* _What is being asked_:
I need every line of the material below that includes the string "Киевская".

....................

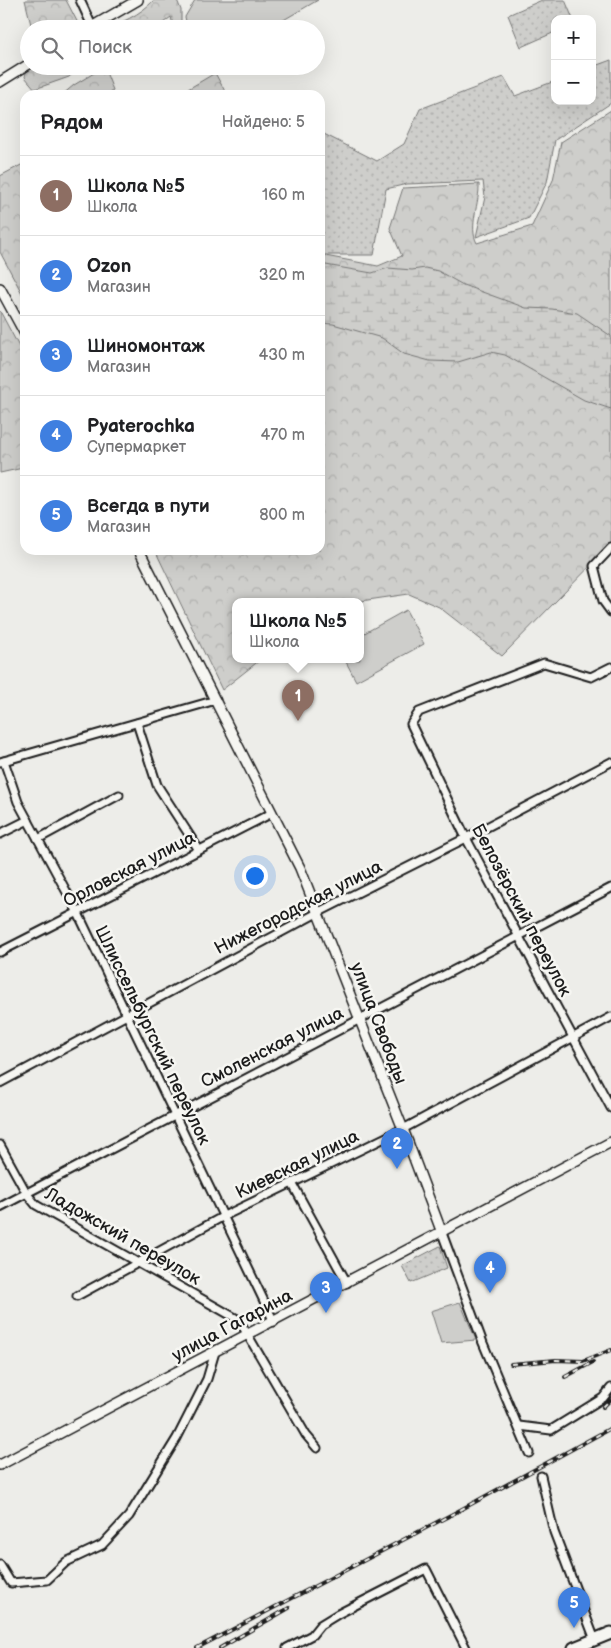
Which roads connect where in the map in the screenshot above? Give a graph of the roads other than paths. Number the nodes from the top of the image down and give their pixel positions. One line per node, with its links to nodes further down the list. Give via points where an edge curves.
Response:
1 (80, 0): 3 (street)
2 (138, 0): 4 (street)
3 (87, 20)
4 (104, 20)
5 (20, 70): 6 (street)
6 (0, 82)
7 (0, 288): 8 (street)
8 (20, 325)
9 (611, 548): 11 (street, via 594,566 603,601)
10 (142, 555): 13 (street, улица Свободы)
11 (611, 612)
12 (611, 667): 21 (street, Белозёрский переулок, via 591,677 544,663 419,712 411,724)
13 (216, 700): 14 (street); 18 (street, улица Свободы)
14 (137, 723): 15 (street); 23 (street, via 157,785)
15 (2, 761): 19 (street, Шлиссельбургский переулок)
16 (611, 762): 21 (street, Нижегородская улица)
17 (120, 795): 22 (street)
18 (272, 813): 23 (street, Орловская улица); 26 (street, улица Свободы)
19 (28, 820): 20 (street); 22 (street, Шлиссельбургский переулок)
20 (0, 834)
21 (466, 838): 26 (street, Нижегородская улица); 27 (street, Белозёрский переулок)
22 (38, 839): 25 (street, Шлиссельбургский переулок)
23 (199, 850): 25 (street, Орловская улица)
24 (611, 888): 27 (street, Смоленская улица)
25 (77, 911): 28 (street, Орловская улица); 29 (street, Шлиссельбургский переулок)
26 (319, 912): 29 (street, Нижегородская улица); 31 (street, улица Свободы)
27 (518, 936): 31 (street, Смоленская улица); 32 (street, Белозёрский переулок)
28 (0, 952)
29 (126, 1014): 33 (street, Нижегородская улица); 35 (street, Шлиссельбургский переулок)
30 (611, 1017): 32 (street, Киевская улица)
31 (360, 1018): 35 (street, Смоленская улица); 36 (street, улица Свободы)
32 (574, 1037): 34 (street, Белозёрский переулок); 36 (street, Киевская улица)
33 (0, 1083)
34 (611, 1108)
35 (175, 1114): 40 (street, Смоленская улица); 42 (street, Шлиссельбургский переулок)
36 (403, 1129): 39 (street, Киевская улица); 43 (street, улица Свободы)
37 (611, 1142): 43 (street, улица Гагарина)
38 (0, 1145): 40 (street, Ладожский переулок)
39 (292, 1183): 42 (street, Киевская улица); 45 (street)
40 (27, 1194): 41 (street, Смоленская улица); 44 (street, Ладожский переулок, via 36,1205)
41 (0, 1207)
42 (224, 1216): 44 (street, Киевская улица); 47 (street, Шлиссельбургский переулок)
43 (442, 1233): 45 (street, улица Гагарина); 51 (street, улица Свободы)
44 (138, 1263): 46 (street, Киевская улица); 48 (street, Ладожский переулок, via 239,1320)
45 (346, 1283): 47 (street, улица Гагарина)
46 (77, 1296)
47 (274, 1322): 48 (street, улица Гагарина)
48 (247, 1336): 49 (street, улица Гагарина); 52 (street, Ладожский переулок)
49 (215, 1352): 54 (street, улица Гагарина); 56 (street, via 207,1379 177,1438 129,1516 102,1545 66,1562 47,1580 10,1583)
50 (611, 1388): 51 (street, via 603,1398 551,1430)
51 (519, 1426): 53 (street, улица Свободы)
52 (317, 1448)
53 (529, 1453)
54 (0, 1465)
55 (541, 1476): 58 (street, via 554,1532)
56 (0, 1565)
57 (611, 1633): 58 (main road)
58 (595, 1640): 61 (main road)
59 (287, 1648): 60 (street, via 312,1635 332,1618 426,1569)
60 (466, 1648)
61 (574, 1648)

....................

* _Task response_:
30 (611, 1017): 32 (street, Киевская улица)
32 (574, 1037): 34 (street, Белозёрский переулок); 36 (street, Киевская улица)
36 (403, 1129): 39 (street, Киевская улица); 43 (street, улица Свободы)
39 (292, 1183): 42 (street, Киевская улица); 45 (street)
42 (224, 1216): 44 (street, Киевская улица); 47 (street, Шлиссельбургский переулок)
44 (138, 1263): 46 (street, Киевская улица); 48 (street, Ладожский переулок, via 239,1320)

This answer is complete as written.